Posté par admin147 à 13:26 - Commentaires [0] - Permalien [#]

11 janvier 2019

La Corse au virtuel

Nous dirigeons-nous vers un nouveau paradigme technologique ? C'est une question qu'on peut se poser avec l'arrivée de la réalité virtuelle dans le paysage. Tout récemment encore, j'ai assisté à un séminaire à Bastia où j'ai eu l'occasion d'étudier cette question de près avec d'autres participants : nous avons pu expérimenter ces fameux casques et discuter de nos appréciations respectives par la suite. Et j'ai été frappé de voir que quantité de gens ont encore des doutes sur l'impact de cette révolution.
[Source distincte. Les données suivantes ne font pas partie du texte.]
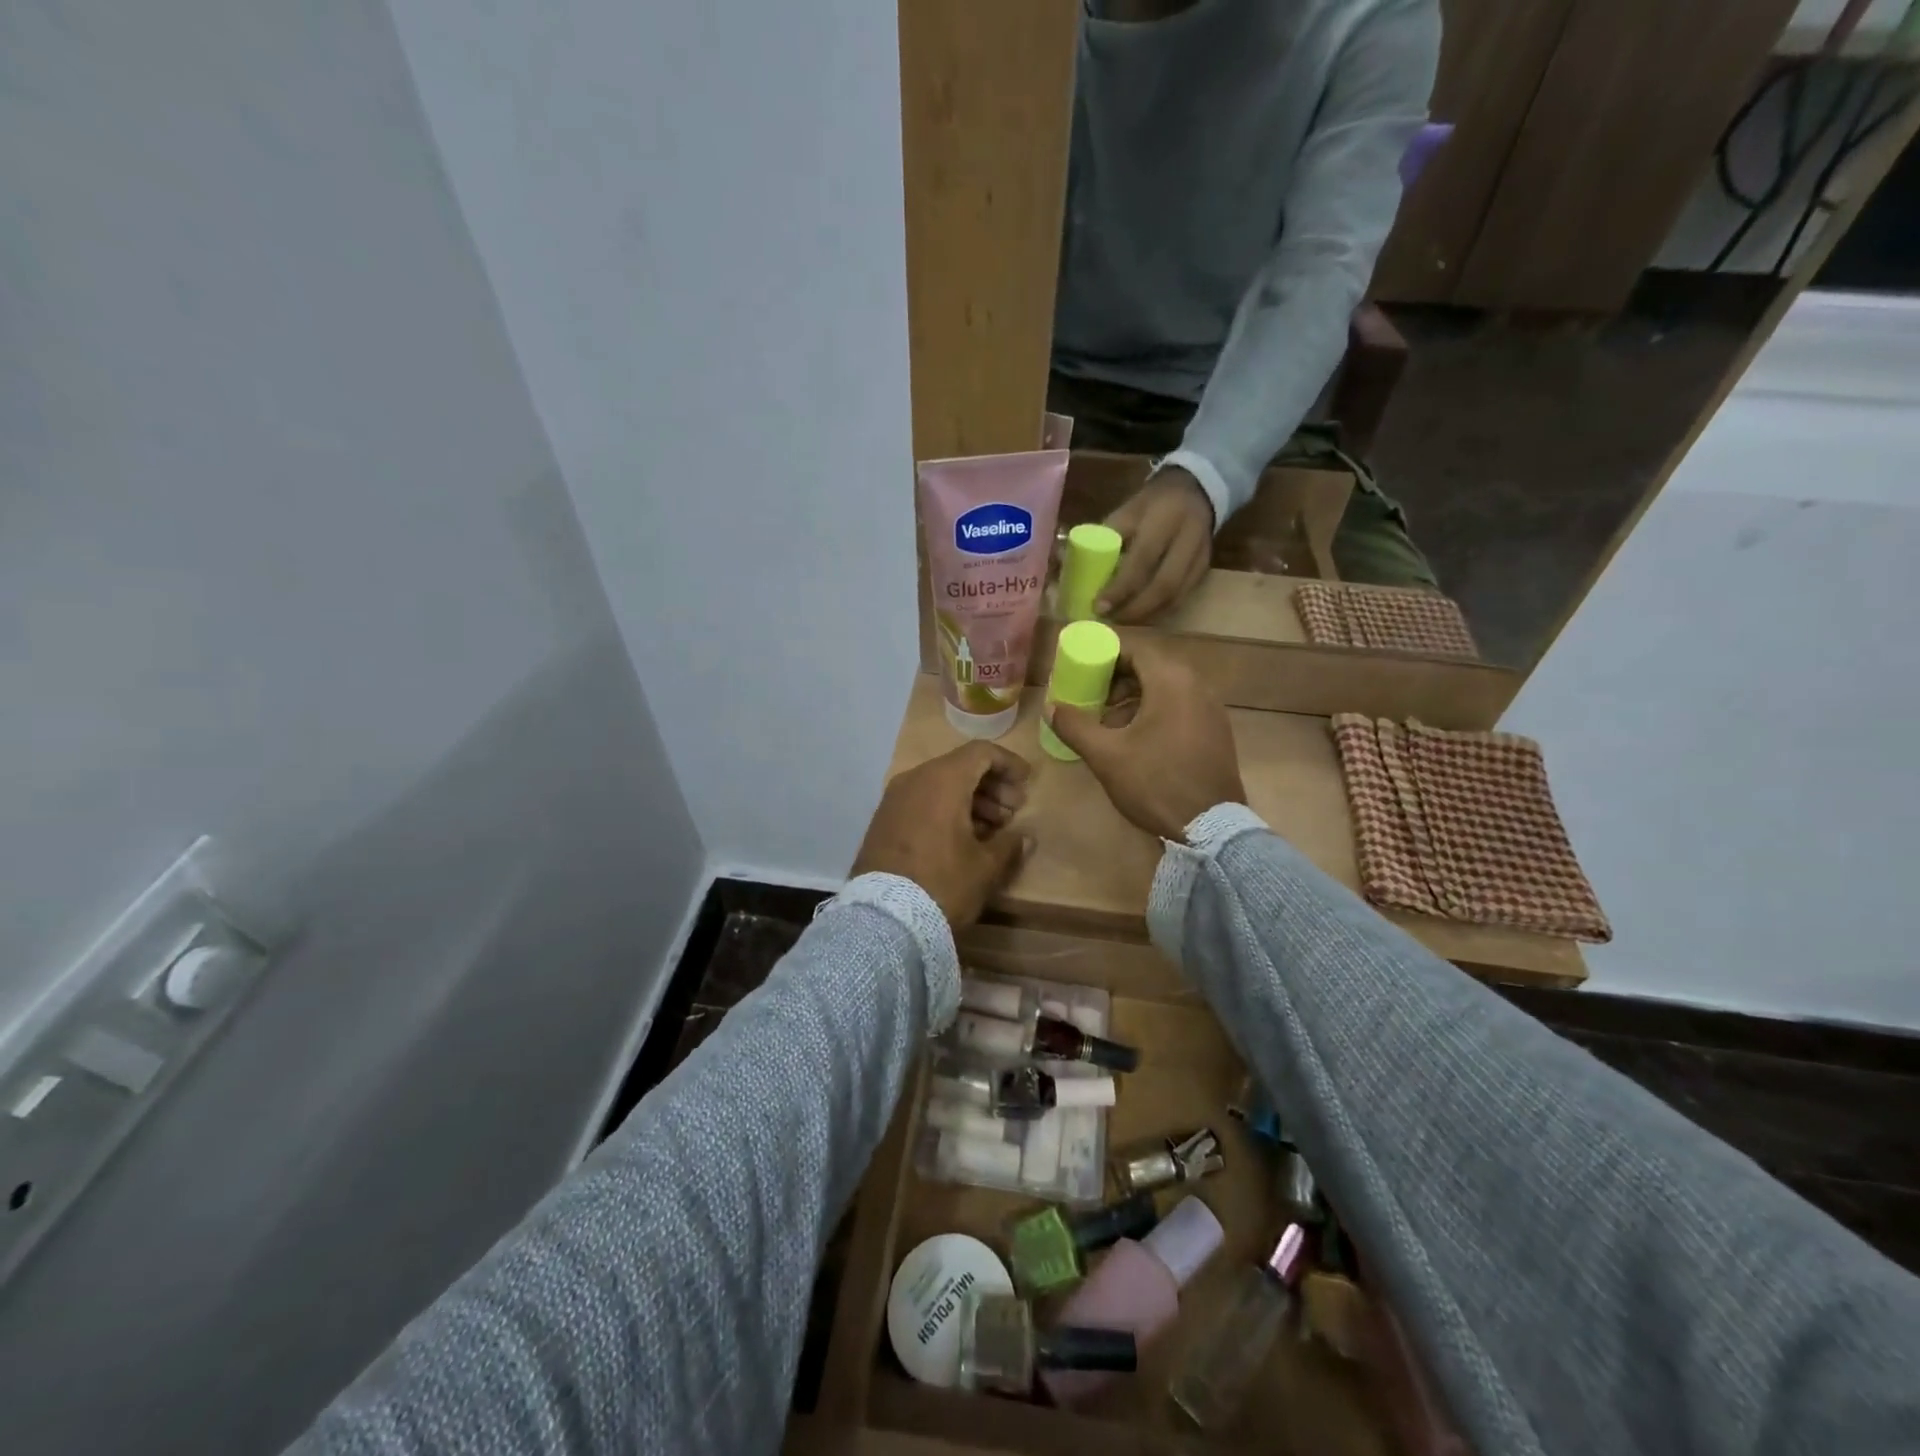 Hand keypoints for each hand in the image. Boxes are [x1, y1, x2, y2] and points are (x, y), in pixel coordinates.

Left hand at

Certaines personnes considèrent en effet que c'est là un effet de mode, et que les clients se lasseront vite de cette nouveauté. Ils sont convaincus que la curiosité que nourrissent les gens à l'égard de la réalité virtuelle va rapidement retomber. En ce qui me concerne, je ne partage pas du tout leur position. Et c'est commettre une gigantesque erreur que d'envisager que cette innovation ne va rien changer : elle va bien au contraire tout changer, et s'implanter très fortement dans notre vie. Cela fait des décennies qu'on se prépare à son avènement : elle fait partie des classiques de notre image du futur. Cette technologie a pris son essor il y a des décennies, dans les romans d'anticipation. Sa seule récurrence dans les films fait qu'elle va obligatoirement subjuguer les esprits. Les oeuvres de science-fiction suffisent à elles seules à imposer telle ou telle innovation. On sait par exemple que l'on doit à une série mythique (où officiait un certain vulcain) l'invention du téléphone portable. Il en est de même pour la réalité virtuelle, qui a été en quelque sorte invoquée, rendue inévitable, par des films tels que Strange days ou L'autre monde. Ces metteurs en scène conjecturaient bien avant son apparition que cette technologie était prédestinée à s'imposer dans nos modes de vie... et ont à leur tour contribué à son apparition. S'arrêter sur le fait que cette technologie manque encore de maturité est de mon point de vue parfaitement stupide, et il est à peu près certain que dès 2017, de nouvelles versions plus abouties vont faire leur apparition. Toujours est-il que j'ai bien apprécié de pouvoir tester la VR à l'occasion de ce séminaire à Bastia. J'ai trouvé l'organisation vraiment extraordinaire, dans l'ensemble. D'ailleurs, je vous mets en lien l'agence qui l'a organisé, si vous souhaitez en savoir plus. Je vous laisse le lien vers le site spécialiste de ce séminaire en Corse.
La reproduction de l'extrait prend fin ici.